_Task to carry out_. Repeat the listing exactly. Do not carry over any pictures.

_Supplied material_.

+ + + +

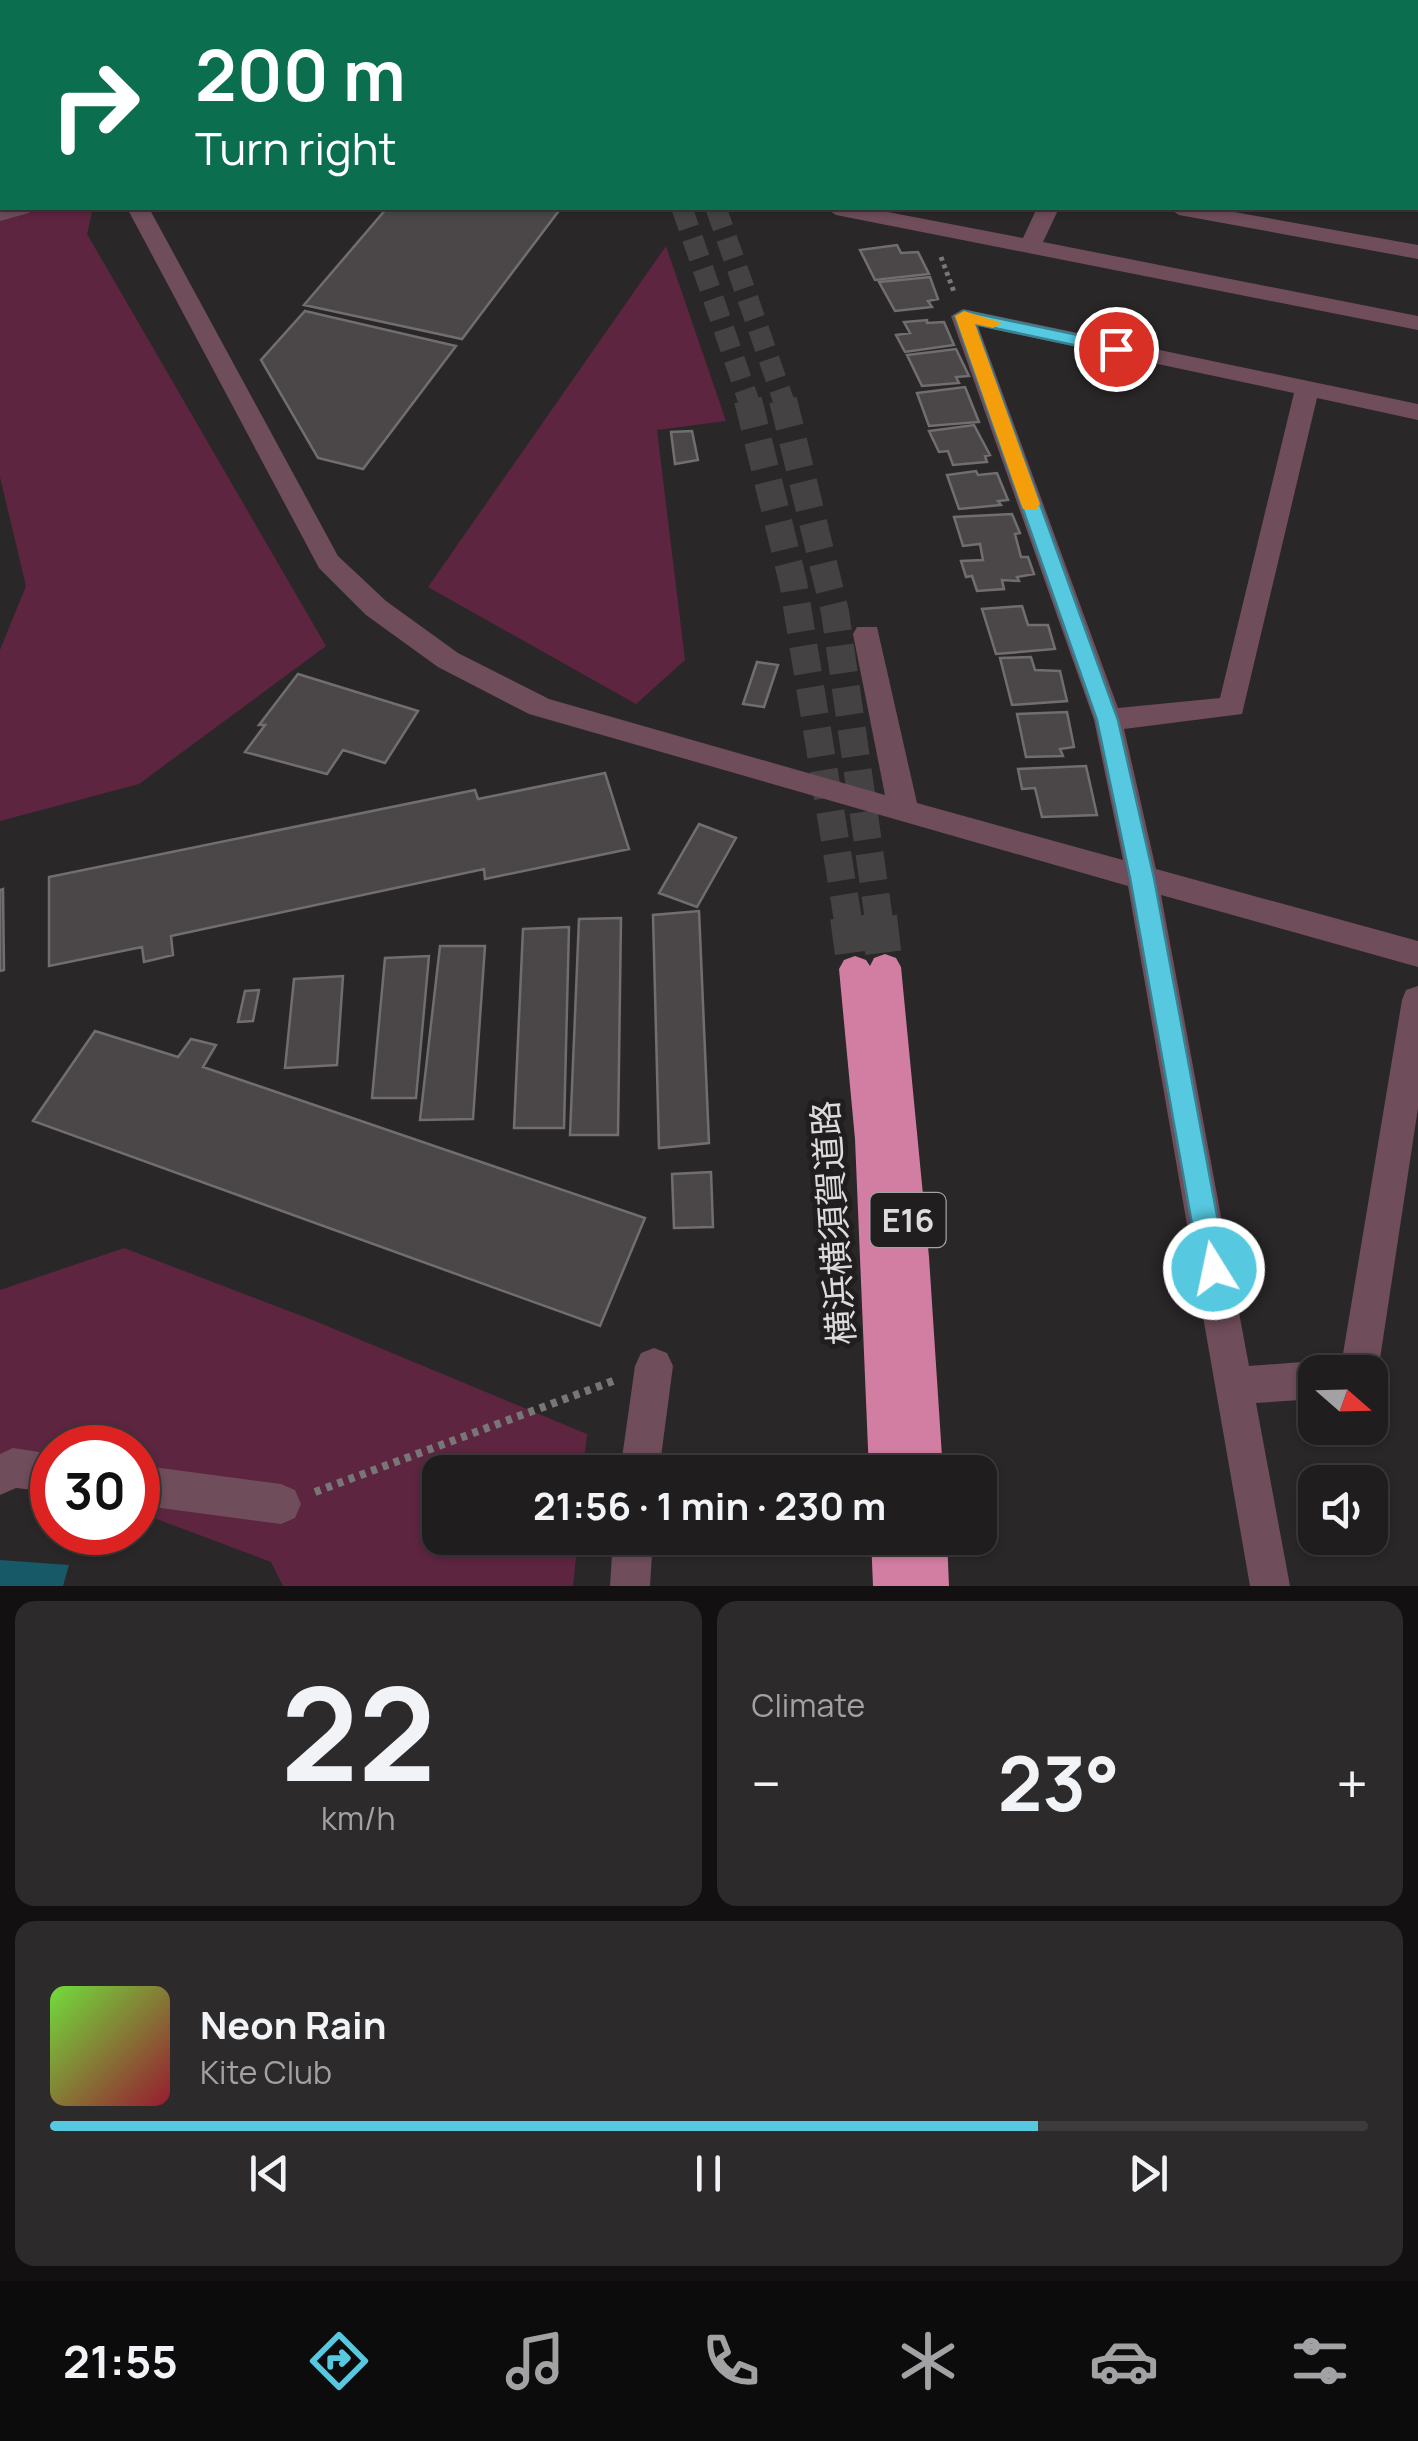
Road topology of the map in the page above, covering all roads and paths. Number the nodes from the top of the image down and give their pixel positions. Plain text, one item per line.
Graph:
1 (139, 210) edge
2 (846, 210) edge
3 (1047, 210) edge
4 (1203, 210) edge
5 (1264, 215) edge
6 (930, 226) junction
7 (1030, 246) junction
8 (1418, 252) edge
9 (964, 316) junction
10 (1418, 322) edge
11 (1307, 389) junction
12 (1418, 412) edge
13 (867, 634) dead end
14 (1108, 720) junction
15 (904, 813) junction
16 (1142, 878) junction
17 (1418, 954) edge
18 (1418, 1000) edge
19 (1361, 1355) edge
20 (654, 1366) joint
21 (1298, 1381) edge
22 (1235, 1386) junction
23 (641, 1455) edge
24 (887, 1455) edge
25 (923, 1455) edge
26 (30, 1470) edge
27 (0, 1474) edge
28 (160, 1487) edge
29 (282, 1504) joint
30 (632, 1555) edge
31 (892, 1555) edge
32 (928, 1555) edge
33 (630, 1586) edge
34 (893, 1586) edge
35 (929, 1586) edge
36 (1270, 1586) edge

1 - 15 street
2 - 6 street
3 - 7 street
4 - 5 street
5 - 8 street
6 - 7 street
6 - 9 path
7 - 10 street
9 - 11 street
9 - 14 street
11 - 12 street
11 - 14 street
13 - 15 street
14 - 16 street
15 - 16 street
16 - 17 street
16 - 22 street
18 - 19 street
20 - 23 street
20 - 29 path
21 - 22 street
22 - 36 street
24 - 25 highway, 横浜横須賀道路 / E16
26 - 27 street
28 - 29 street
30 - 33 street
31 - 34 highway
32 - 35 highway

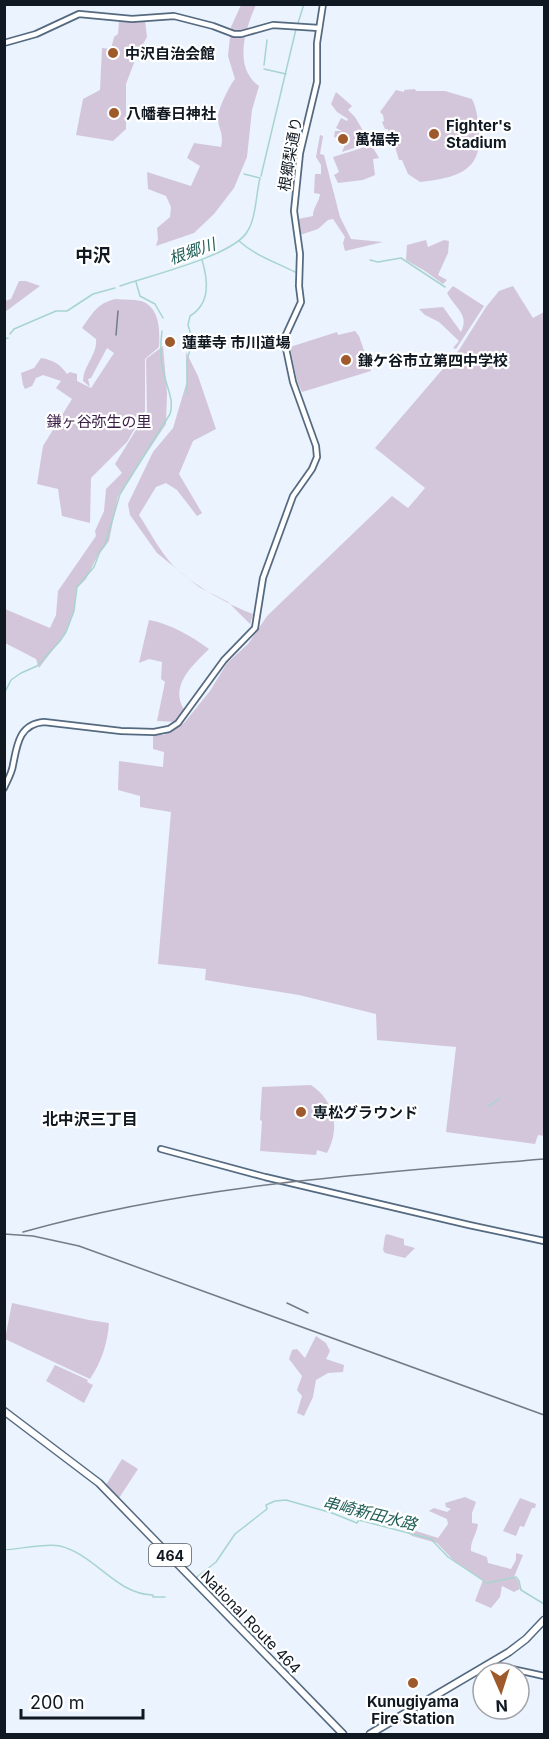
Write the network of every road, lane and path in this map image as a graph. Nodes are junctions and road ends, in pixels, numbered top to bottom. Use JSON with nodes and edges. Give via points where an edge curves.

+ + + +

_Solution to this exercise_.
Road topology of the map in the page above, covering all roads and paths. Number the nodes from the top of the image down and give their pixel positions. Plain text, one item per line.
Graph:
1 (139, 210) edge
2 (846, 210) edge
3 (1047, 210) edge
4 (1203, 210) edge
5 (1264, 215) edge
6 (930, 226) junction
7 (1030, 246) junction
8 (1418, 252) edge
9 (964, 316) junction
10 (1418, 322) edge
11 (1307, 389) junction
12 (1418, 412) edge
13 (867, 634) dead end
14 (1108, 720) junction
15 (904, 813) junction
16 (1142, 878) junction
17 (1418, 954) edge
18 (1418, 1000) edge
19 (1361, 1355) edge
20 (654, 1366) joint
21 (1298, 1381) edge
22 (1235, 1386) junction
23 (641, 1455) edge
24 (887, 1455) edge
25 (923, 1455) edge
26 (30, 1470) edge
27 (0, 1474) edge
28 (160, 1487) edge
29 (282, 1504) joint
30 (632, 1555) edge
31 (892, 1555) edge
32 (928, 1555) edge
33 (630, 1586) edge
34 (893, 1586) edge
35 (929, 1586) edge
36 (1270, 1586) edge

1 - 15 street
2 - 6 street
3 - 7 street
4 - 5 street
5 - 8 street
6 - 7 street
6 - 9 path
7 - 10 street
9 - 11 street
9 - 14 street
11 - 12 street
11 - 14 street
13 - 15 street
14 - 16 street
15 - 16 street
16 - 17 street
16 - 22 street
18 - 19 street
20 - 23 street
20 - 29 path
21 - 22 street
22 - 36 street
24 - 25 highway, 横浜横須賀道路 / E16
26 - 27 street
28 - 29 street
30 - 33 street
31 - 34 highway
32 - 35 highway

Write the network of every road, lane and path in this map image as a graph. Nodes are junctions and road ends, in pixels, numbered top to bottom. Use JSON with nodes and edges. Give via points where an edge curves.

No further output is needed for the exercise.